WORK REQUEST: Search the material below for the string "Tujafa" and copy each line where it appears.

####################

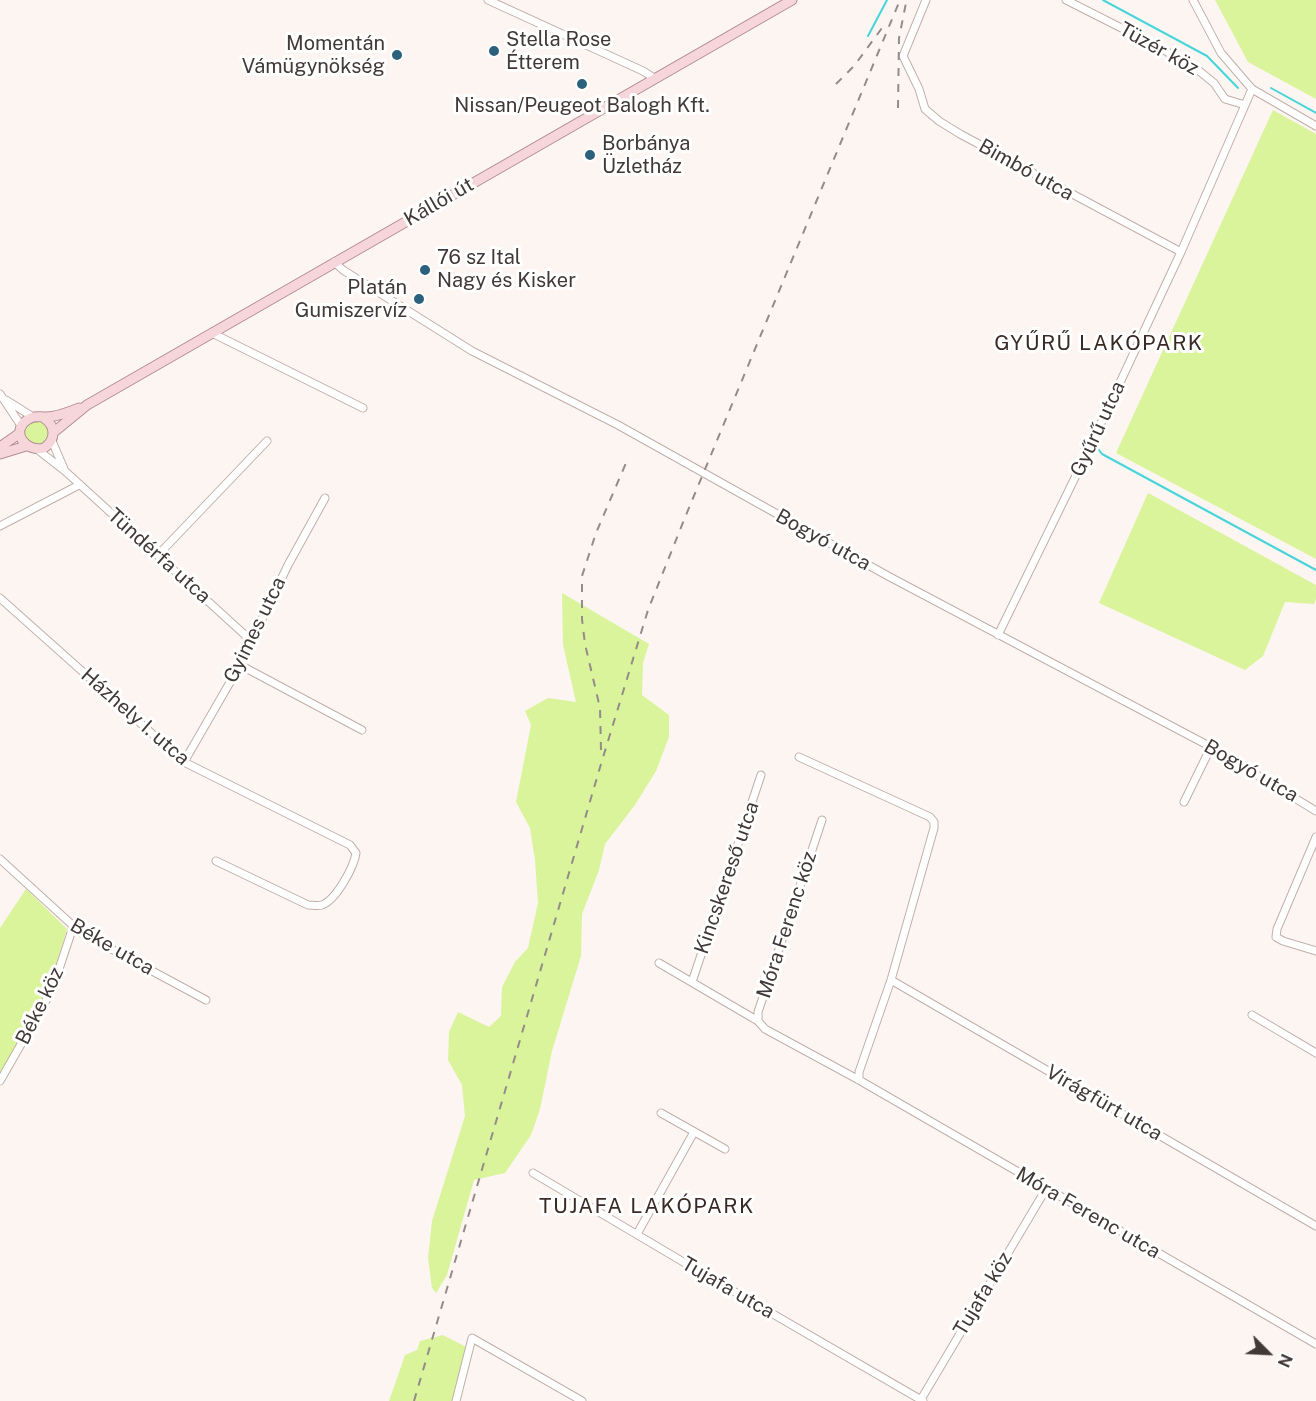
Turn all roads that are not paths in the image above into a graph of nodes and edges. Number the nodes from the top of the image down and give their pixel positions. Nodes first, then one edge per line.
1 (488, 0) edge
2 (792, 0) edge
3 (926, 0) edge
4 (1065, 0) edge
5 (1193, 0) edge
6 (654, 78) junction
7 (1252, 89) junction
8 (1245, 105) junction
9 (1316, 126) edge
10 (1181, 252) junction
11 (334, 262) junction
12 (212, 333) junction
13 (2, 396) edge
14 (87, 405) junction
15 (363, 408) dead end
16 (33, 417) junction
17 (44, 418) junction
18 (21, 430) junction
19 (53, 436) junction
20 (267, 441) dead end
21 (26, 446) junction
22 (0, 447) edge
23 (38, 450) junction
24 (0, 454) edge
25 (65, 471) junction
26 (79, 485) junction
27 (324, 498) dead end
28 (0, 526) edge
29 (158, 555) junction
30 (0, 598) edge
31 (998, 635) junction
32 (249, 644) junction
33 (240, 665) junction
34 (362, 730) dead end
35 (1210, 747) junction
36 (799, 757) dead end
37 (184, 762) junction
38 (762, 775) dead end
39 (1184, 802) dead end
40 (1316, 811) edge
41 (822, 820) dead end
42 (1316, 837) edge
43 (0, 859) edge
44 (216, 861) dead end
45 (73, 927) junction
46 (1316, 951) edge
47 (659, 963) dead end
48 (891, 980) junction
49 (692, 982) junction
50 (206, 1000) dead end
51 (1252, 1015) dead end
52 (758, 1022) junction
53 (1316, 1053) edge
54 (860, 1080) junction
55 (0, 1081) edge
56 (661, 1113) dead end
57 (694, 1132) junction
58 (725, 1149) dead end
59 (534, 1173) dead end
60 (1046, 1189) junction
61 (1316, 1226) edge
62 (637, 1234) junction
63 (464, 1334) dead end
64 (472, 1338) junction
65 (1316, 1344) edge
66 (921, 1400) edge
67 (456, 1401) edge
68 (582, 1401) edge

1 - 6 street
2 - 6 main road, Kállói út
3 - 10 street, Bimbó utca
4 - 8 street, Tüzér köz
5 - 7 street
6 - 11 main road, Kállói út
7 - 8 street, Gyűrű utca
7 - 9 street
8 - 10 street, Gyűrű utca
10 - 31 street, Gyűrű utca
11 - 12 main road, Kállói út
11 - 31 street, Bogyó utca
12 - 14 main road, Kállói út
12 - 15 street
13 - 16 street
13 - 18 street
14 - 17 main road, Kállói út
14 - 19 main road, Kállói út
16 - 17 main road, Kállói út
16 - 18 main road
17 - 19 main road
18 - 21 main road
18 - 22 main road
19 - 23 main road, Kállói út
19 - 25 street, Tündérfa utca
20 - 29 street
21 - 23 main road
21 - 24 main road
23 - 25 street, Tündérfa utca
25 - 26 street, Tündérfa utca
26 - 28 street
26 - 29 street, Tündérfa utca
27 - 32 street, Gyimes utca
29 - 32 street, Tündérfa utca
30 - 37 street, Házhely I. utca
31 - 35 street, Bogyó utca
32 - 33 street, Gyimes utca
33 - 34 street
33 - 37 street, Gyimes utca
35 - 39 street
35 - 40 street, Bogyó utca
36 - 48 street
37 - 44 street, Házhely I. utca
38 - 49 street, Kincskereső utca
41 - 52 street, Móra Ferenc köz
42 - 46 street
43 - 45 street, Béke utca
45 - 50 street, Béke utca
45 - 55 street, Béke köz
47 - 49 street
48 - 54 street
48 - 61 street, Virágfürt utca
49 - 52 street
51 - 53 street
52 - 54 street, Móra Ferenc köz
54 - 60 street, Móra Ferenc utca
56 - 57 street
57 - 58 street
57 - 62 street
59 - 62 street, Tujafa utca
60 - 65 street, Móra Ferenc utca
60 - 66 street, Tujafa köz
62 - 66 street, Tujafa utca
63 - 64 street
64 - 67 street
64 - 68 street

####################

EXPECTED ANSWER:
59 - 62 street, Tujafa utca
60 - 66 street, Tujafa köz
62 - 66 street, Tujafa utca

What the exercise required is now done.